* _WHAT NEEDS TO BE DONE_:
Pull every line with "Fáñez" from the data.

Records from a data collection:
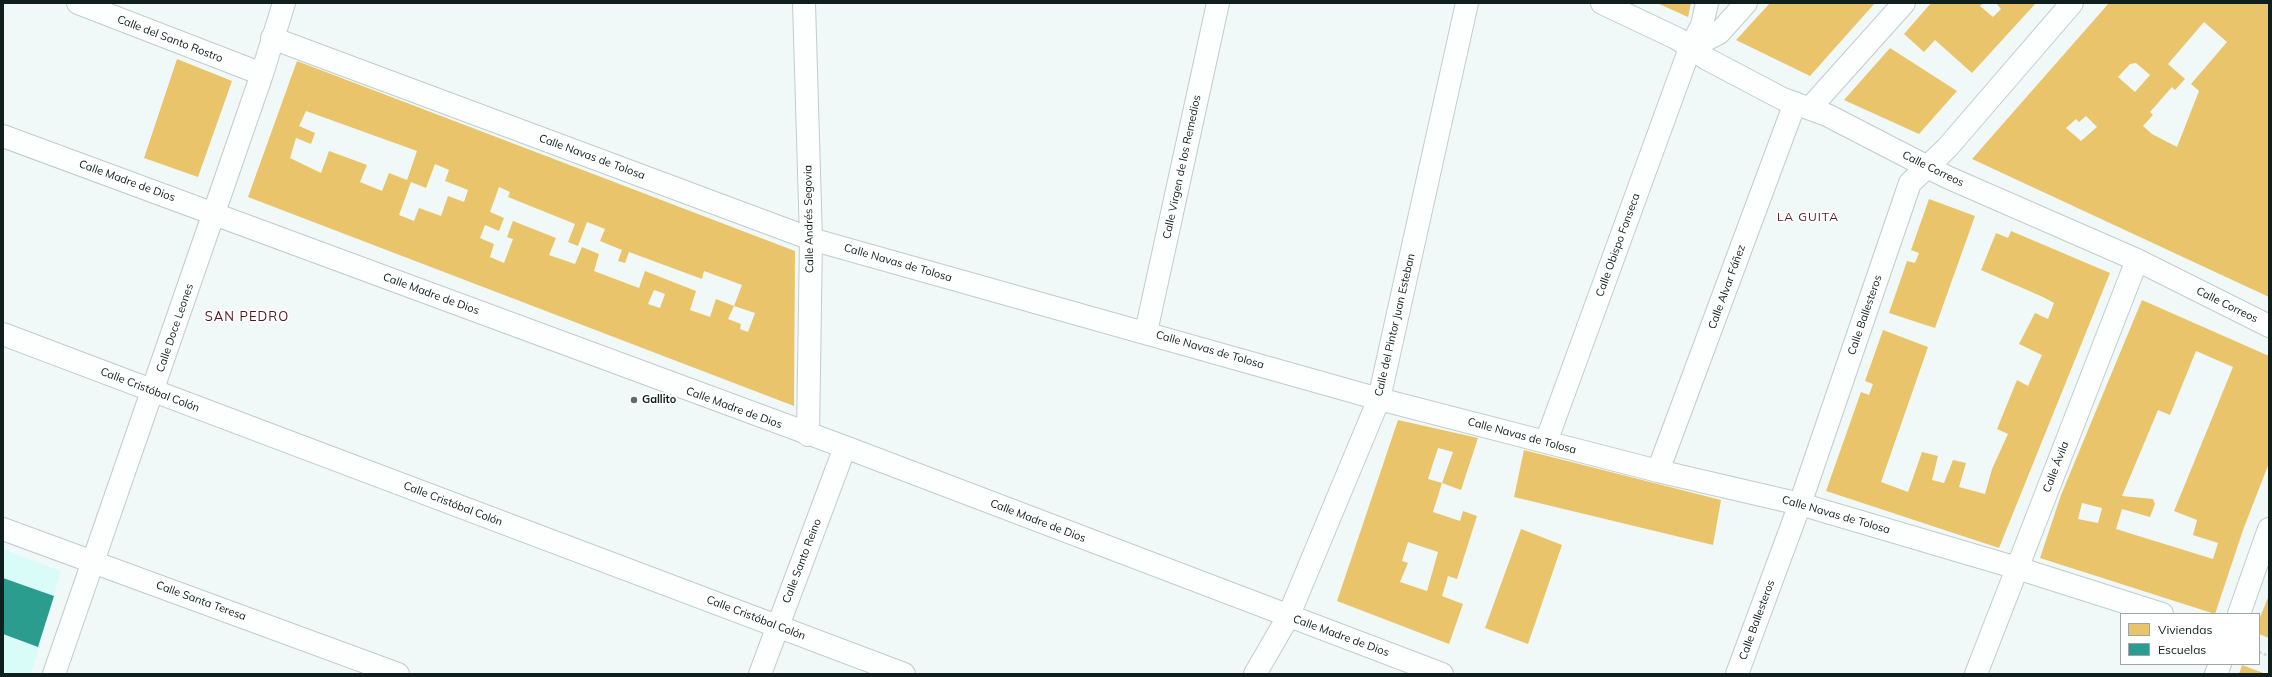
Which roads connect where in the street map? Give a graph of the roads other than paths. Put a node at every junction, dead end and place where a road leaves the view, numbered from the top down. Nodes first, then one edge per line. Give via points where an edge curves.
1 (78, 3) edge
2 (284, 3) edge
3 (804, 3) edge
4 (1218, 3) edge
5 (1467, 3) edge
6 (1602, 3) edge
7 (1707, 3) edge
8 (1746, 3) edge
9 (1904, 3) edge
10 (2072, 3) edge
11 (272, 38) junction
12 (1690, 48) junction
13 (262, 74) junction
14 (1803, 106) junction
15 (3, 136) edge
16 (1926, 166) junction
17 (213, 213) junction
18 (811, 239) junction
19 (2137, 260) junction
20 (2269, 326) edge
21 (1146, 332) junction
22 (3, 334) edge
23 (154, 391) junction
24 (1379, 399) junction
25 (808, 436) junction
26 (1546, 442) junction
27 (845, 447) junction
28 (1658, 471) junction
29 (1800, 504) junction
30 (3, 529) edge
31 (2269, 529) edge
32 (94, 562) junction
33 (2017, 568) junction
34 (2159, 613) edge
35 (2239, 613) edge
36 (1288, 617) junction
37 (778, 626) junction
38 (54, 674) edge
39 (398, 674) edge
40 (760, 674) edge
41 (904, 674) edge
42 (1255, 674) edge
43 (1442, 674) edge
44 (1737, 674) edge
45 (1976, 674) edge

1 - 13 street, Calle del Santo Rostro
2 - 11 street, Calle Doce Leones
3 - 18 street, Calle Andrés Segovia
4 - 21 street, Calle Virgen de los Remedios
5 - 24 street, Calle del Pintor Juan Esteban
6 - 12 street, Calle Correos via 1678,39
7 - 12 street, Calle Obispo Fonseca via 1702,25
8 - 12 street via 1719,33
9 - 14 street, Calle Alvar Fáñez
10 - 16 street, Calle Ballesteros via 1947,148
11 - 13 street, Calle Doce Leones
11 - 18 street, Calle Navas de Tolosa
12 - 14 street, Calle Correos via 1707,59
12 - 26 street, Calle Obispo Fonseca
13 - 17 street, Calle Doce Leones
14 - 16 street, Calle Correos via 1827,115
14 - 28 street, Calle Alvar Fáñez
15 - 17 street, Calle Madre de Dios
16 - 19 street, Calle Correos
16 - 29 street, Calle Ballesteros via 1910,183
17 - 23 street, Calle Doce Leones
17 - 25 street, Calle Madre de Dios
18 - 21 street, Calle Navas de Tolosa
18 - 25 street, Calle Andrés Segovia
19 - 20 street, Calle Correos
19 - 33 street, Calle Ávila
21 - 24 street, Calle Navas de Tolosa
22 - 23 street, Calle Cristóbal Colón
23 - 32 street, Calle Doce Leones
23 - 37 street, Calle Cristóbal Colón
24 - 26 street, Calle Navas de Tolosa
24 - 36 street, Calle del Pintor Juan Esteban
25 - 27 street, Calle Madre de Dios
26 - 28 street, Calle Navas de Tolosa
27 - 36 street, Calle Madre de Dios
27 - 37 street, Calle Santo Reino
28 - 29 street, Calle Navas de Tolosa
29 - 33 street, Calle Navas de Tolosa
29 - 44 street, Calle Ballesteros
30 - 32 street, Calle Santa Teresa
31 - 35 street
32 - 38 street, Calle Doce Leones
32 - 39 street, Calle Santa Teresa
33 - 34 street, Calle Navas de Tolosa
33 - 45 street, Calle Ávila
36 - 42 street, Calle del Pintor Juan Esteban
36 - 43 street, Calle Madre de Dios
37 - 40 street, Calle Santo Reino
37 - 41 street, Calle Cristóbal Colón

* _SOLUTION TO THIS PROBLEM_:
9 - 14 street, Calle Alvar Fáñez
14 - 28 street, Calle Alvar Fáñez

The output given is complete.